Caríssimo Rato, muito bem me fizeste com as tuas palavras. A Província tenta-me e muito. Estava mesmo agora a conversar com a minha mulher que, roçando como roçamos, aquase indigência, estamos na iminência de emigrar ou cá dentro para aí, Alentejo, Algarve, sei lá.

Quanto ao texto, ficas a saber que podes sempre trazer para aqui, teu reino, tudo o que entendas. Não poderíamos sintonizar melhor!

Aquele Abraço

PALAVROSSAVRVS REX

Jorge Borges disse...

Cheguei só hoje, sábado. Mas continuo fã dos Quartos!
A ideia do Odysseus é óptima: porque não um blogue dedicado a esta série de contos?
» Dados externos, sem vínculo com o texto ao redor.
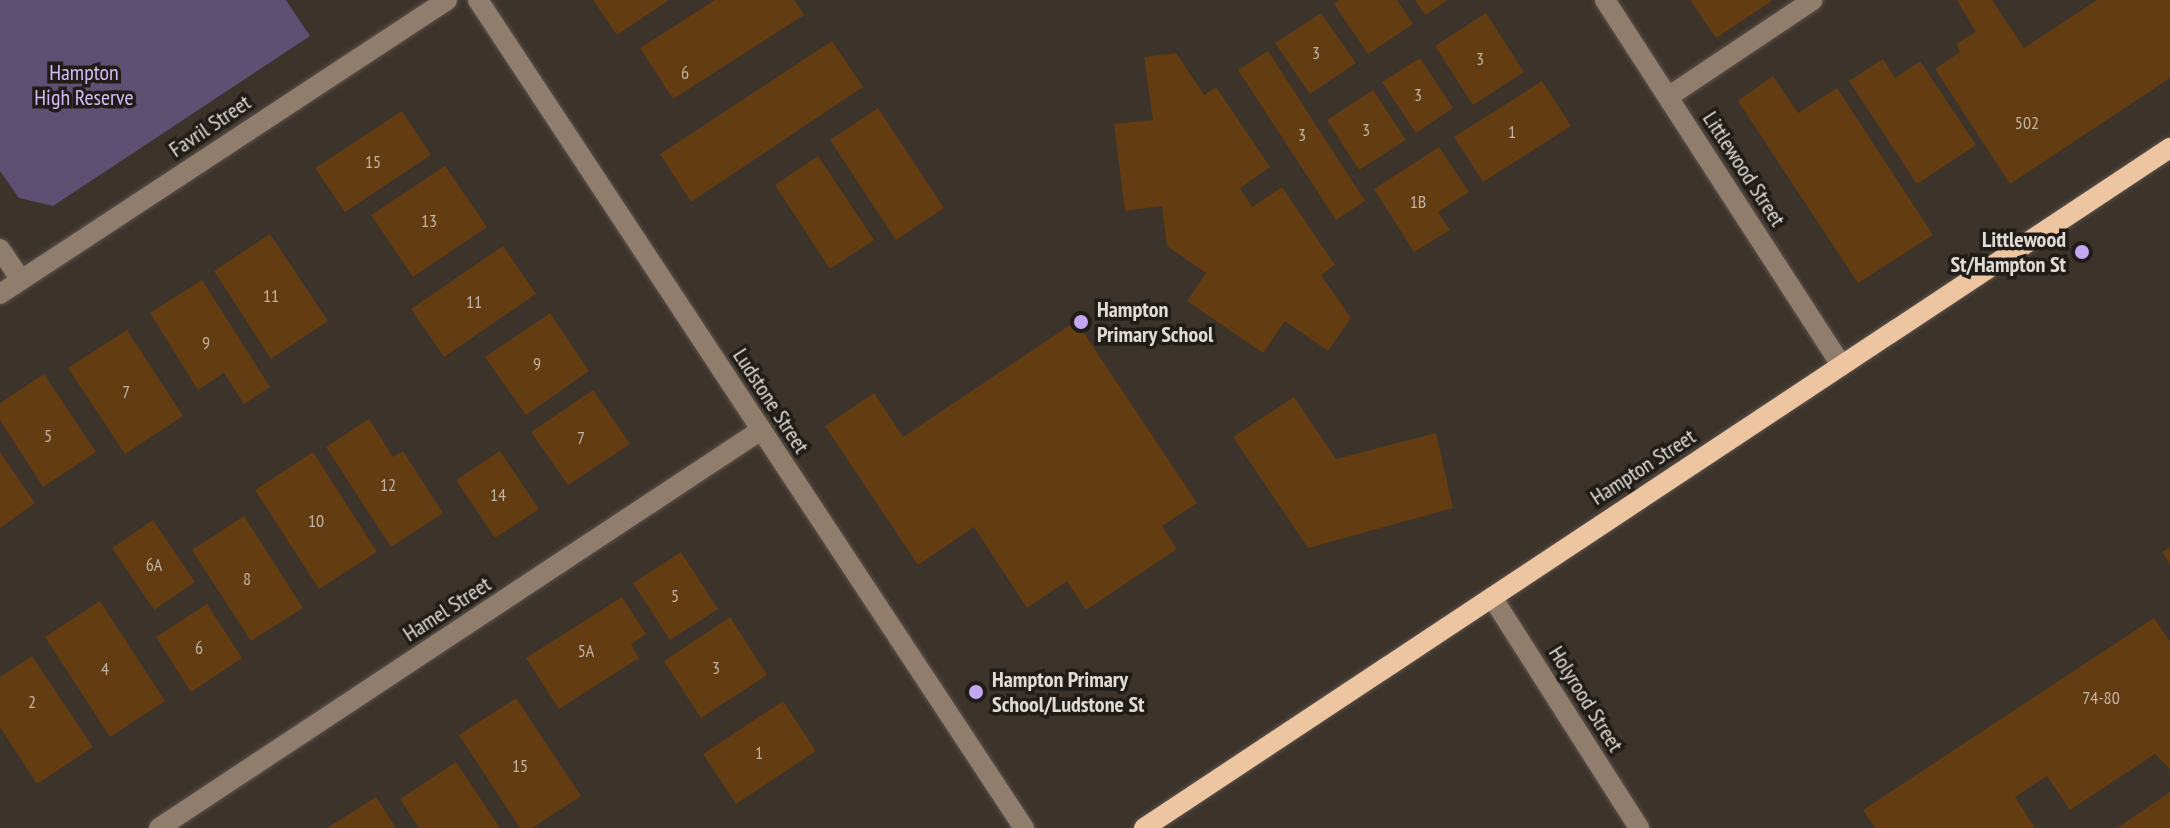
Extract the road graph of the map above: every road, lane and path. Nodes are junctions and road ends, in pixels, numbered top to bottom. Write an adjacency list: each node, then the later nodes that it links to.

Ou, até, a outros escritos literários teus?
Força!
Um abraço

José Lopes disse...

Reler é um exercício que se faz com prazer...
Cumps

Camolas disse...

Pública, faz uma festa de apresentação do livro , convida-me , que tenho saudades de beber uns garrafões contigo!

do Zambujal disse...

Faltaste à frequência?
O motivo não está explícito...
O Zé Maria ressona quando etililizado?
Ou a ida à casa de banho foi inoportuna e precipitada?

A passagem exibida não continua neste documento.